Non-urgent cancer screening tests suspended

BC Cancer is temporarily suspending many of its cancer screening services across the province to minimize the risk of COVID-19 transmission.
02 Cancer screening
BC Cancer Centre for the North in Prince George has temporarily suspended screening tests for non-urgent, non-emergent breast and colon cancer until the threat of the COVID-19 pandemic subsides.

BC Cancer is temporarily suspending many of its cancer screening services across the province to minimize the risk of COVID-19 transmission.

Screening tests  for breast and colon cancer are the most affected during the pandemic and that prompted a bulletin from BC Cancer on its website last week.

Shutting down or reducing those screening services will take some of the pressure off the health care system to allow essential health care staff to be re-trained so they can focus on urgent and emergent care until the threat of the virus subsides.

BC Cancer, which operates the BC Cancer Centre for the North in Prince George on Lethbridge Street adjacent to University Hospital of Northern BC, has postponed all breast cancer screenings. Anybody with prior appointments will have been notified and put on a wait list. Appointments will be re-booked in priority order once the service is restored. Reminder notices for screening have also been suspended.

Those who have already had a screening mammogram and are awaiting results will still receive those results, which will be sent to the patient’s family doctor. If new symptoms are noticed, patients are requested to contact their doctor to discuss an alternate test.

Many colonoscopy procedures have also been suspended due to the COVID-19 outbreak. That includes screening colonoscopies for people not showing any symptoms but have a family history of colon cancer, as well as follow-up colonoscopies for people with abnormal fecal immunochemical test (FIT) results.

Diagnostic testing is still being conducted for people experiencing symptoms such as blood in your stool, abdominal pain, change in bowel habits or unexplained weight loss. Anybody with any of those symptoms is advised to contact your health care provider to determine the cause. A non-urgent FIT test is not appropriate in those cases.

FIT kits to collect stool samples are not being distributed by the testing laboratories because even if an abnormal result is detected patients will not be booked for a follow-up colonoscopy until non-emergent service resumes.  To encourage social distancing, patients should not be bringing FIT kits to the labs, nor should they go to their doctor to request a FIT test until the COVID-19 threat subsides.

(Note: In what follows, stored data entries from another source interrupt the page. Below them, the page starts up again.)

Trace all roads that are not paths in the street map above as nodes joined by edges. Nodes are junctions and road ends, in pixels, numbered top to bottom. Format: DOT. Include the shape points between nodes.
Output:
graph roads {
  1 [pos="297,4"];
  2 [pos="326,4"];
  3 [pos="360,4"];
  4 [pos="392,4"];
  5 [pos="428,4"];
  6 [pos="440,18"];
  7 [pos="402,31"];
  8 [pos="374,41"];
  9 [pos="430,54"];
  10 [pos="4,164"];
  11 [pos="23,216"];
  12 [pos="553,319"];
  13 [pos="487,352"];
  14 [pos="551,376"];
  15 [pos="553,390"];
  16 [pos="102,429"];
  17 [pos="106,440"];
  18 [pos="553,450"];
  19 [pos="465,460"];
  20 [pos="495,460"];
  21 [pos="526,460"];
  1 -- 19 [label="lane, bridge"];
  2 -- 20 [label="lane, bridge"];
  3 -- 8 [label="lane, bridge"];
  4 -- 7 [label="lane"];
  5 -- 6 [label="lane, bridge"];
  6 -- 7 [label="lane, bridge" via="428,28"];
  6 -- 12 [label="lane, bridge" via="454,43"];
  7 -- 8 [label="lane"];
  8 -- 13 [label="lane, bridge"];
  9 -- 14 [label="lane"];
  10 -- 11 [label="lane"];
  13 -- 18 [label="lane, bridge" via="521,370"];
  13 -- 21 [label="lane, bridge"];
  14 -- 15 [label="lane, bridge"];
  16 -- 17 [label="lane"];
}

People who have already picked up a FIT kit and have used it to collect a stool sample should not dispose of it in the household garbage but should return it to the lab once non-urgent, non-emergent  services are restored. If you have already picked up the test kit and have not used  it, wait until full services are in place again before collecting the sample. While health officials are uncertain when the suspension of tests will be lifted, the changes will be in effect at least until the end of May.